** Opening AVAILABLE DATA block **

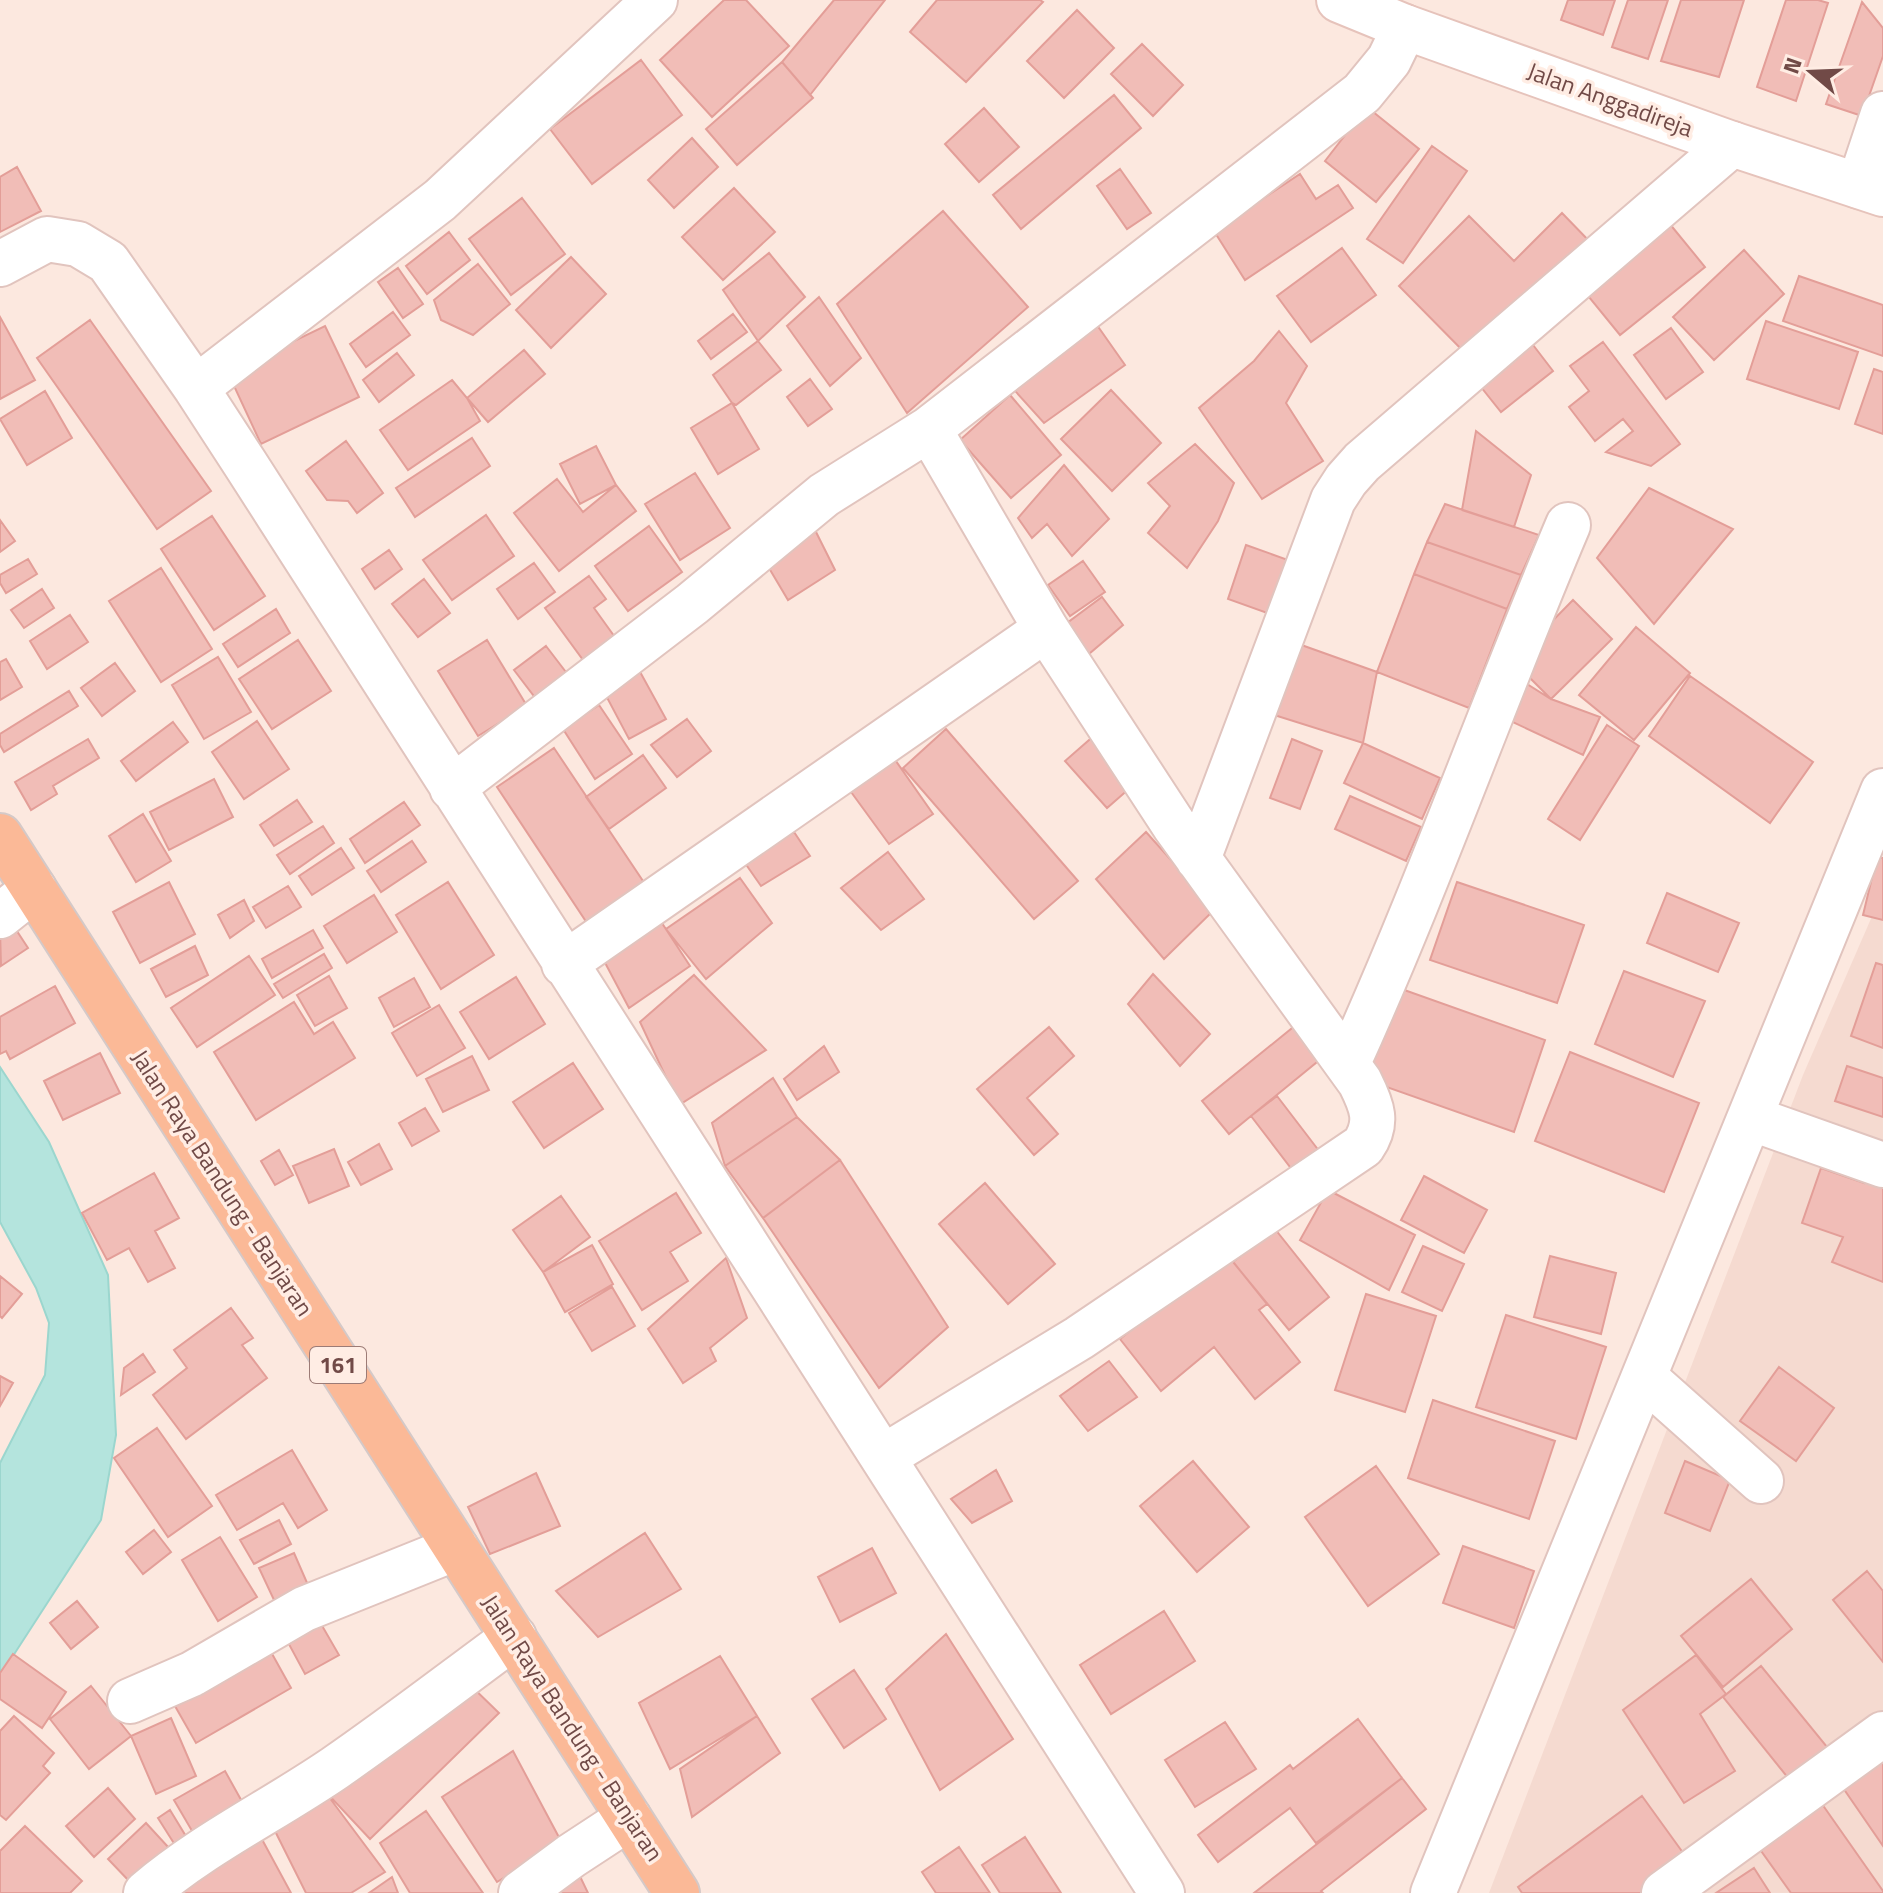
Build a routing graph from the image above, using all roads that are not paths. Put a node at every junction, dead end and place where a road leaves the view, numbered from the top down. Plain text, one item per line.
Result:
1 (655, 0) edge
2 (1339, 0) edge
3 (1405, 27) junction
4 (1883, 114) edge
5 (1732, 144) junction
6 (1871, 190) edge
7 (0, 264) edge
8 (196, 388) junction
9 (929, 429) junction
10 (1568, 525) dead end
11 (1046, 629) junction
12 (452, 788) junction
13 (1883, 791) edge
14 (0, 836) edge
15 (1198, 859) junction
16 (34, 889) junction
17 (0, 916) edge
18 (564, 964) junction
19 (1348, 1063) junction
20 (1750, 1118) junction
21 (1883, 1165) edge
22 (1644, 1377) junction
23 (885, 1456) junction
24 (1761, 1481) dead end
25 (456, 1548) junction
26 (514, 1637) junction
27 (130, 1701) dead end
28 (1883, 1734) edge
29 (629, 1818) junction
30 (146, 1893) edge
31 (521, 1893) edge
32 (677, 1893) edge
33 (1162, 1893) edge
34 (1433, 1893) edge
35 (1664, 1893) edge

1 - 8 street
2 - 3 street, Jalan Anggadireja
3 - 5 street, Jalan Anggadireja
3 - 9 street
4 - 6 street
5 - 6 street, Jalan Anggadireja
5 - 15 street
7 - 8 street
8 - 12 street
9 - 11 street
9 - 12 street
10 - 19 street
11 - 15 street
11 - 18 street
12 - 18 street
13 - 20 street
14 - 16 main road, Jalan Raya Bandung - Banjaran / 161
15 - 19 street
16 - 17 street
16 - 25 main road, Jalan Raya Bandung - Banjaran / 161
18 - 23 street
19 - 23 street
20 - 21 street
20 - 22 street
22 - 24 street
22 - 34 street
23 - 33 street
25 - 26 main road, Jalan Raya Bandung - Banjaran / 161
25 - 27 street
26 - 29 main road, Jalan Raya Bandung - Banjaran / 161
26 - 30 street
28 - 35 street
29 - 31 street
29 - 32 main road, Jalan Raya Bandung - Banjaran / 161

** Closing AVAILABLE DATA block **

**INSTRUCTIONS FOR THE TASK**
In your copy of the listing above, every line must match exactly and no picture may appear.

**REPLY TO THE EXERCISE**
Build a routing graph from the image above, using all roads that are not paths. Put a node at every junction, dead end and place where a road leaves the view, numbered from the top down. Plain text, one item per line.
Result:
1 (655, 0) edge
2 (1339, 0) edge
3 (1405, 27) junction
4 (1883, 114) edge
5 (1732, 144) junction
6 (1871, 190) edge
7 (0, 264) edge
8 (196, 388) junction
9 (929, 429) junction
10 (1568, 525) dead end
11 (1046, 629) junction
12 (452, 788) junction
13 (1883, 791) edge
14 (0, 836) edge
15 (1198, 859) junction
16 (34, 889) junction
17 (0, 916) edge
18 (564, 964) junction
19 (1348, 1063) junction
20 (1750, 1118) junction
21 (1883, 1165) edge
22 (1644, 1377) junction
23 (885, 1456) junction
24 (1761, 1481) dead end
25 (456, 1548) junction
26 (514, 1637) junction
27 (130, 1701) dead end
28 (1883, 1734) edge
29 (629, 1818) junction
30 (146, 1893) edge
31 (521, 1893) edge
32 (677, 1893) edge
33 (1162, 1893) edge
34 (1433, 1893) edge
35 (1664, 1893) edge

1 - 8 street
2 - 3 street, Jalan Anggadireja
3 - 5 street, Jalan Anggadireja
3 - 9 street
4 - 6 street
5 - 6 street, Jalan Anggadireja
5 - 15 street
7 - 8 street
8 - 12 street
9 - 11 street
9 - 12 street
10 - 19 street
11 - 15 street
11 - 18 street
12 - 18 street
13 - 20 street
14 - 16 main road, Jalan Raya Bandung - Banjaran / 161
15 - 19 street
16 - 17 street
16 - 25 main road, Jalan Raya Bandung - Banjaran / 161
18 - 23 street
19 - 23 street
20 - 21 street
20 - 22 street
22 - 24 street
22 - 34 street
23 - 33 street
25 - 26 main road, Jalan Raya Bandung - Banjaran / 161
25 - 27 street
26 - 29 main road, Jalan Raya Bandung - Banjaran / 161
26 - 30 street
28 - 35 street
29 - 31 street
29 - 32 main road, Jalan Raya Bandung - Banjaran / 161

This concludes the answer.